• **EXERCISE OBJECTIVE**: Repeat exactly, and only, the lines below starting at the line that contains "middle tip: (1072, 862)" and ending at the line that contains "middle pip: (1090, 907)", inclusive of both.

• **EXERCISE MATERIALS**:
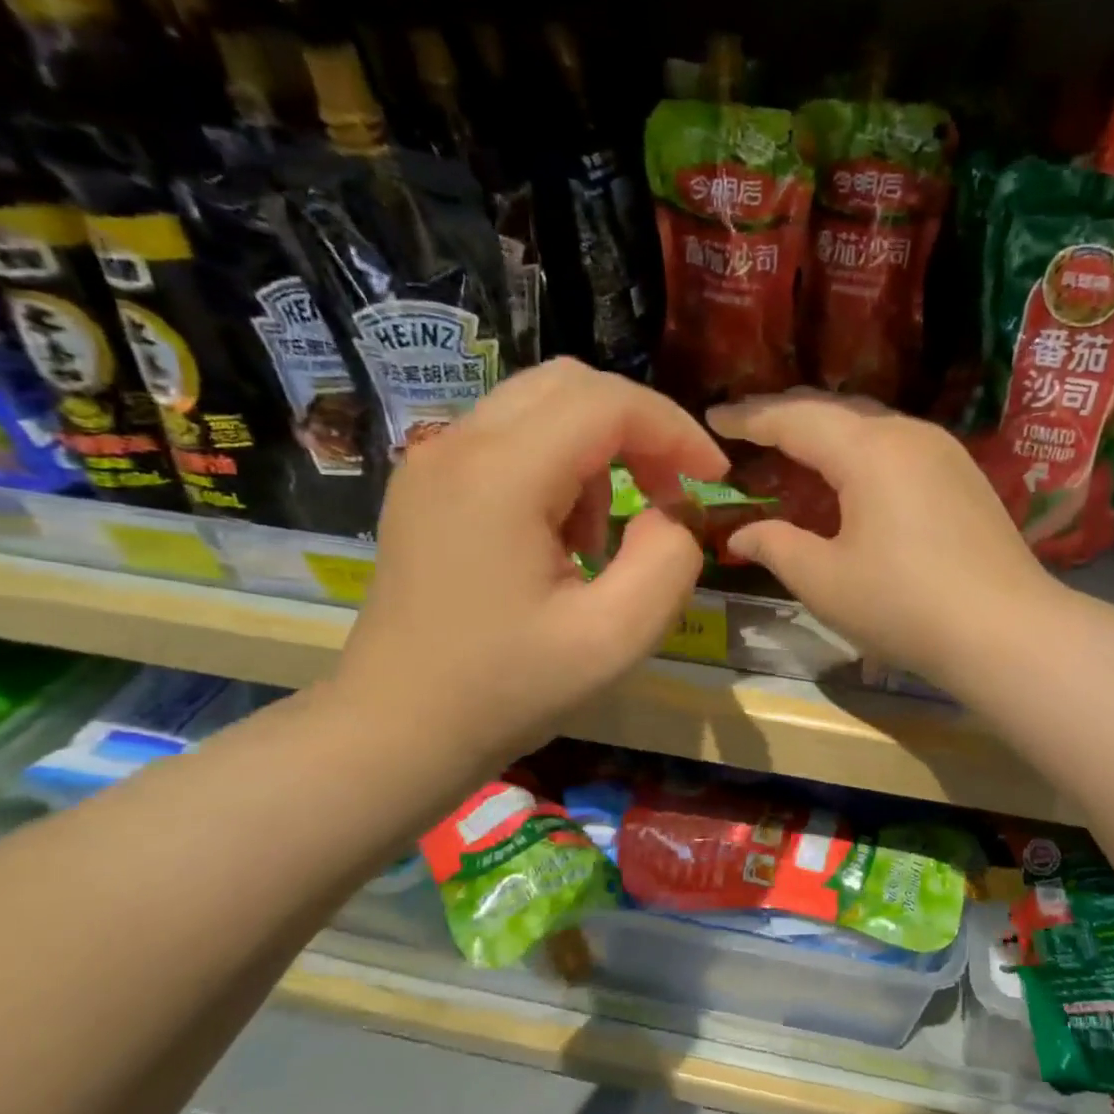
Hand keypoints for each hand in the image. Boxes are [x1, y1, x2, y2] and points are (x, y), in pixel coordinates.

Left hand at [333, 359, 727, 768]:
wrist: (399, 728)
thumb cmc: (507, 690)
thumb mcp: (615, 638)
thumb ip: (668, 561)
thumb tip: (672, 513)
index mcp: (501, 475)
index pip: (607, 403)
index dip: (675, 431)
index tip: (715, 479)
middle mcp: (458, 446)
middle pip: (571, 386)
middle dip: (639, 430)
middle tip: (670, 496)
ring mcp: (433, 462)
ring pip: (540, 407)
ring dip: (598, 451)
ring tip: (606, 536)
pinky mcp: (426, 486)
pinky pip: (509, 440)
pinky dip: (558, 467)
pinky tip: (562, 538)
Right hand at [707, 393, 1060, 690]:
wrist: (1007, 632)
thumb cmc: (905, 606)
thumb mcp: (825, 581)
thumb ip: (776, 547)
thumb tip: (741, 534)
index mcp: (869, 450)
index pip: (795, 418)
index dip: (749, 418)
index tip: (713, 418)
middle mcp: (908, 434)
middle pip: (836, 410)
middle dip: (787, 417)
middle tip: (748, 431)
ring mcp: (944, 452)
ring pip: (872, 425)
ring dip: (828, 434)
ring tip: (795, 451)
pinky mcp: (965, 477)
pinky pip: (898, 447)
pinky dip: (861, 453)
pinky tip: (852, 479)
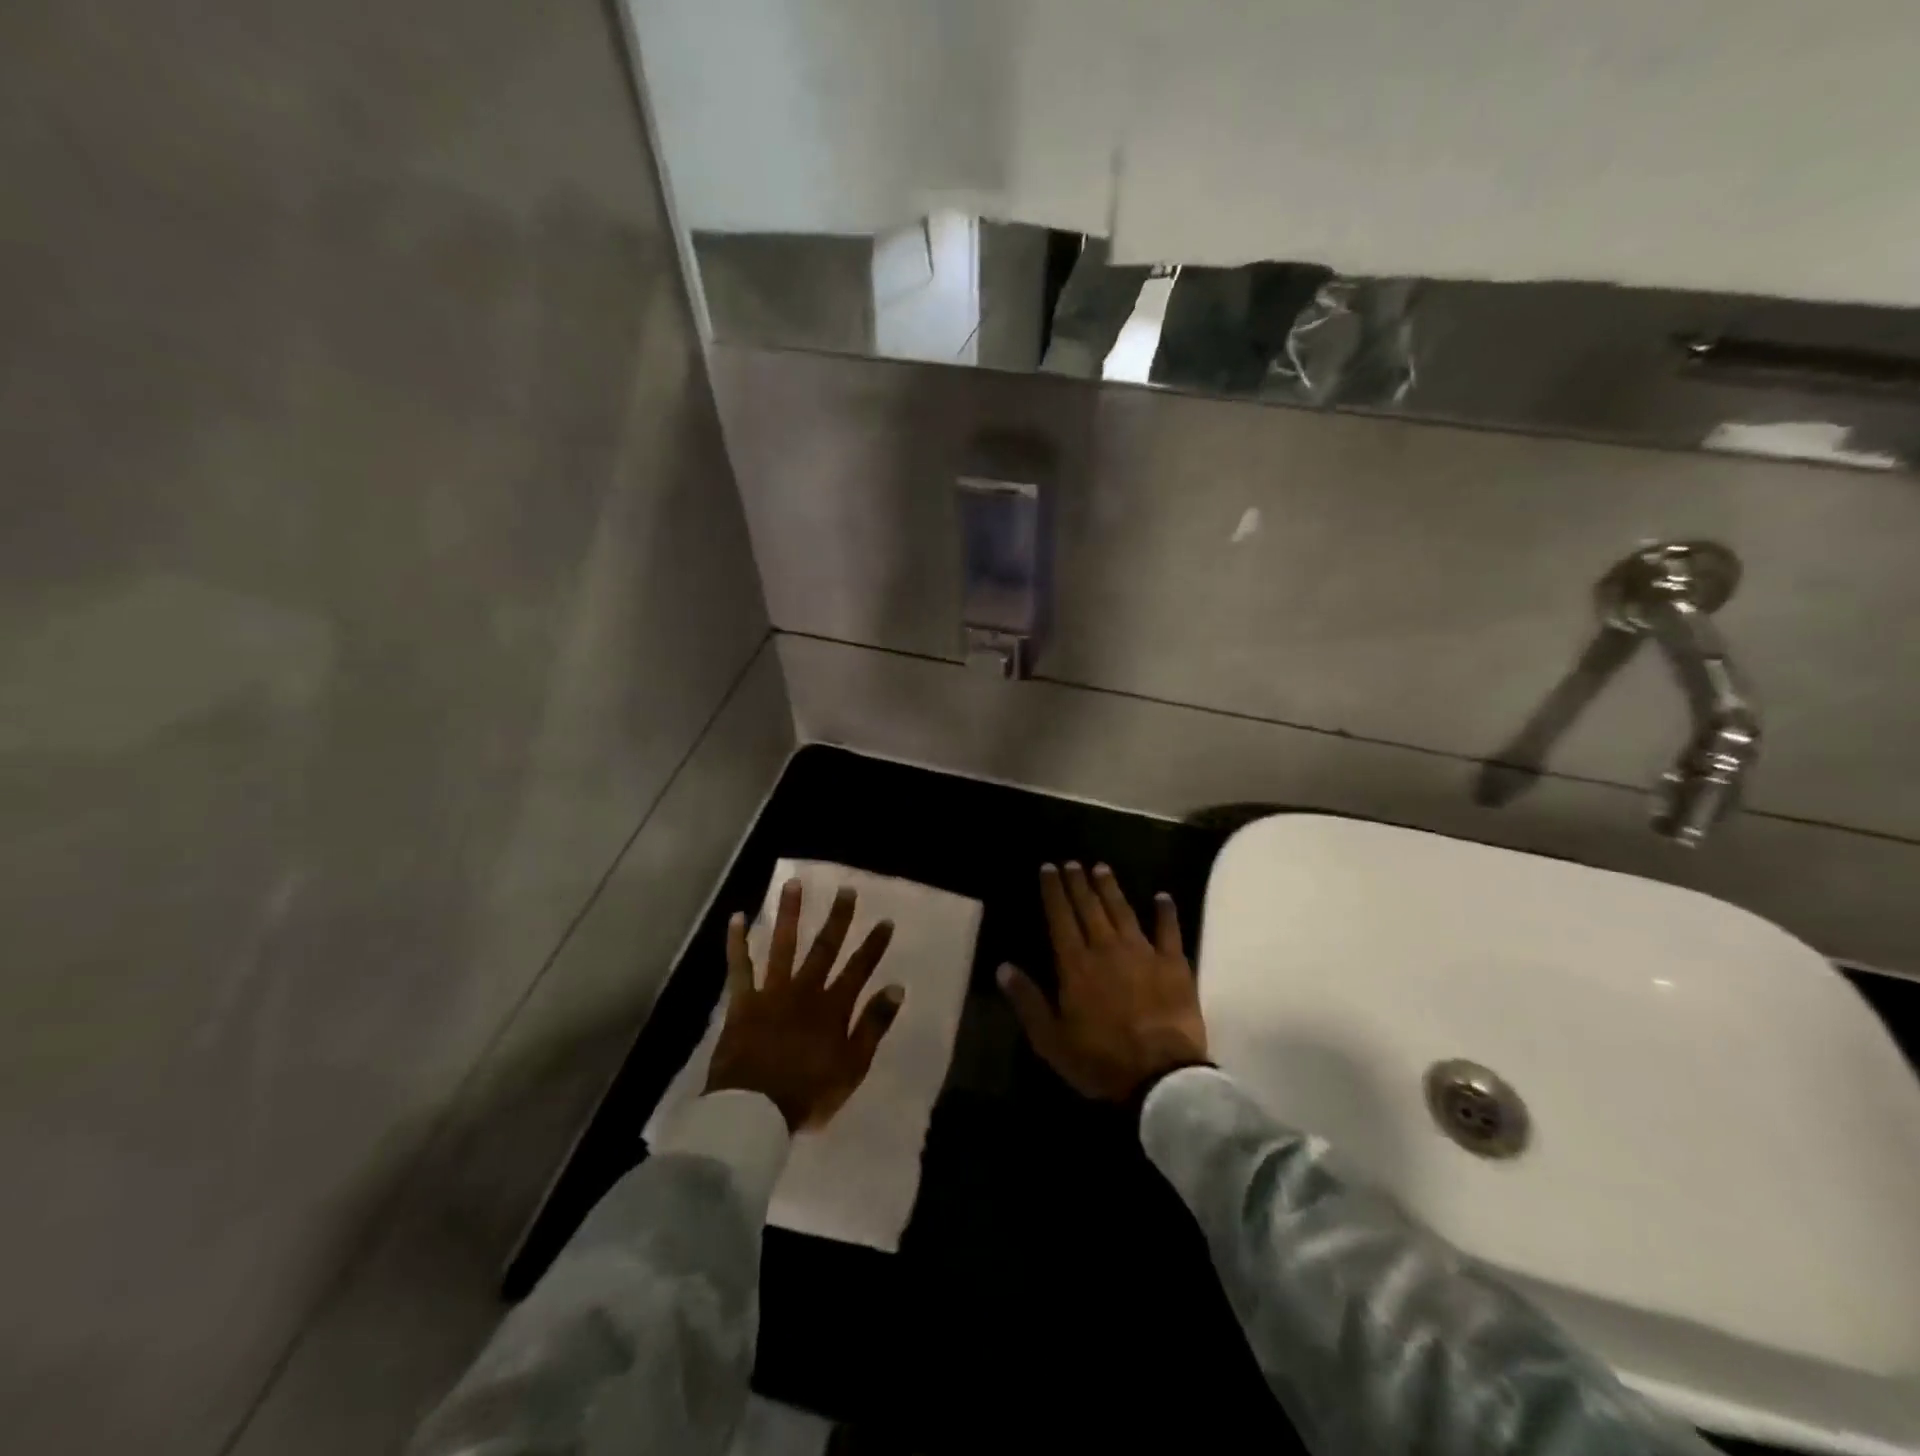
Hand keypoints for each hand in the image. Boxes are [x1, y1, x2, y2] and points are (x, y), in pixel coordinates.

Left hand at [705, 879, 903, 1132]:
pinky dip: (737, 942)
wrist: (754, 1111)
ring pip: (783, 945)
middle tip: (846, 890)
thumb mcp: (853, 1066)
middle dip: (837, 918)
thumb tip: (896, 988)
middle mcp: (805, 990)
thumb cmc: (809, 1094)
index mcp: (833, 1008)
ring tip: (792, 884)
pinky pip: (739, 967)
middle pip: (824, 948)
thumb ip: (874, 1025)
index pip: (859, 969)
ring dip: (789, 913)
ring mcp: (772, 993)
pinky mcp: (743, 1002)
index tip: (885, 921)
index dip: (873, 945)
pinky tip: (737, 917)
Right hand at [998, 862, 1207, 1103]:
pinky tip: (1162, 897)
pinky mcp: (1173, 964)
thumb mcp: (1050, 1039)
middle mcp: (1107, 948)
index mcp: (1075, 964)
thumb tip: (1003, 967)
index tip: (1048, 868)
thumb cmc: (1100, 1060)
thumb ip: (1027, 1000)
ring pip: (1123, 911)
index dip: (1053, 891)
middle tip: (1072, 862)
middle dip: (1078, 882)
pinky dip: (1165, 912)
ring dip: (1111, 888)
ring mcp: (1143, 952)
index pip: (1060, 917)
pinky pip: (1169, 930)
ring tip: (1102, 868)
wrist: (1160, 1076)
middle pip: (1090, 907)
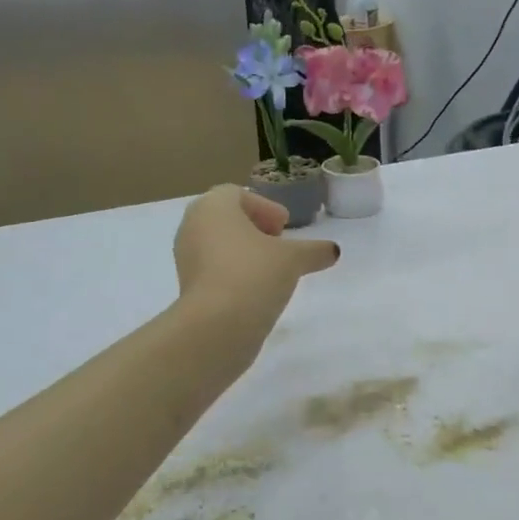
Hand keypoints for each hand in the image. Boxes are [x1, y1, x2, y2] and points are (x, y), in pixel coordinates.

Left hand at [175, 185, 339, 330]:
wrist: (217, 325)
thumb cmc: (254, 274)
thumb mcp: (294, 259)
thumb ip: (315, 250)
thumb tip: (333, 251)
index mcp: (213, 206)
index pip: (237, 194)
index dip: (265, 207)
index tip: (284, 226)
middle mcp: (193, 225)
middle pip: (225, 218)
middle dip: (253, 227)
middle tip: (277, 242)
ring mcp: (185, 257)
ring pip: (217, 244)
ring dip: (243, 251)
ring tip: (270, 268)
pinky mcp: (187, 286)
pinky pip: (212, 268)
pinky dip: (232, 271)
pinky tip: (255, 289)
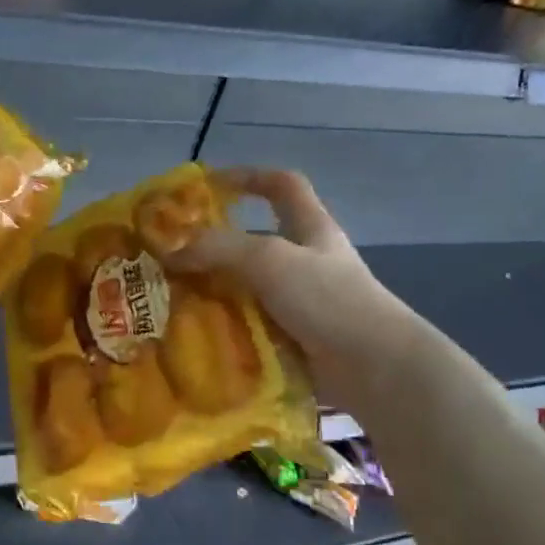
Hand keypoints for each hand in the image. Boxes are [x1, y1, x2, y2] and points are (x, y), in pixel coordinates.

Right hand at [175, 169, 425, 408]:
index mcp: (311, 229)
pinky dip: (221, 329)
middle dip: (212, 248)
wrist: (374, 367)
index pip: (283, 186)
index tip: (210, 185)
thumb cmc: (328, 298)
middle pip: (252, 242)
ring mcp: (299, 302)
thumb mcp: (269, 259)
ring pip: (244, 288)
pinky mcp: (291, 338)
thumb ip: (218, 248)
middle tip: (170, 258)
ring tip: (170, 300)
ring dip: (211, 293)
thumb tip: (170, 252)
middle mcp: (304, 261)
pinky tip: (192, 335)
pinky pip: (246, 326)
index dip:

• **RESULT FOR THIS EXERCISE**:
middle tip: (1072, 862)
middle dip: (1078, 882)
pinky dip: (1165, 912)
ring dip: (1111, 888)
ring mcp: (1143, 952)
index pip: (1060, 917)
pinky pip: (1169, 930)
ring tip: (1102, 868)
wrist: (1160, 1076)
middle pip: (1090, 907)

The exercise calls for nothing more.